After the interval, ‘untethering’, the exploration of freedom which can surmount hindrances, finds focus initially in pastoral songs. Vaughan William’s setting of ‘Linden Lea’ has the hero, with carefree swagger, proclaim “I be free to go abroad or take again my homeward road.’ Hahn’s 1916 ‘A Chloris’ with its timeless Bach-like introduction, is a calm and very beautifully sung acceptance of true love. These songs are mostly reflective, and sometimes tentative, with fewer of the broader physical expressions by the singer, except in Howell’s ‘Come Sing and Dance’, an unashamed proclamation of faith as seen in the birth of Christ.
George Ireland is an accomplished collaborator throughout, unfazed by the many contrasting styles and providing links which enable the works to run without a break.
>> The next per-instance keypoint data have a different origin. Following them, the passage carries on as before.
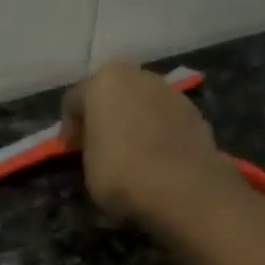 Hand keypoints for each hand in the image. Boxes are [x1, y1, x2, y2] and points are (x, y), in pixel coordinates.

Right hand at [61, 61, 227, 223]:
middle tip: (99, 147)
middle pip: (113, 94)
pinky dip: (157, 133)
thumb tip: (98, 147)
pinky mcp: (195, 112)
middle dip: (104, 117)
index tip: (70, 153)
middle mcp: (139, 75)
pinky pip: (165, 120)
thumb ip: (89, 147)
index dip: (69, 129)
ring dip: (133, 122)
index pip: (74, 101)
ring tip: (131, 154)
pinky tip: (156, 158)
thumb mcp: (87, 166)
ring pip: (142, 104)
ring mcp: (171, 91)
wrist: (183, 189)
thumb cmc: (121, 174)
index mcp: (105, 82)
He has four piano solos, some, like the Debussy ‘Des pas sur la neige’ providing a cool respite from the surrounding angst, though his final number Percy Grainger’s ‘Irish Tune’ is a surprisingly impassioned take on ‘Danny Boy’.
Geoffrey Studdert Kennedy, a WWI chaplain, raised soldiers’ morale by distributing cigarettes, hence his nickname ‘Woodbine Willie’. His 1919 poems ‘Rough Rhymes’ provide the texts for Piers Connor Kennedy’s 2017 song-cycle, from which Hugh Cutting sings three excerpts, infused with a humane Christianity. War’s cruel separation of loved ones and the fragility of post-war expectations, described in plainly-worded rhymes are underpinned by dissonant chords and Glass-like repetitions. Cutting delivers the final promise of Paradise almost in a whisper.
Massive applause! Then a brief and resounding encore in English “about freedom”.
Hugh Cutting is the soloist in Bernstein’s ‘Chichester Psalms’ in the Usher Hall on 21st August.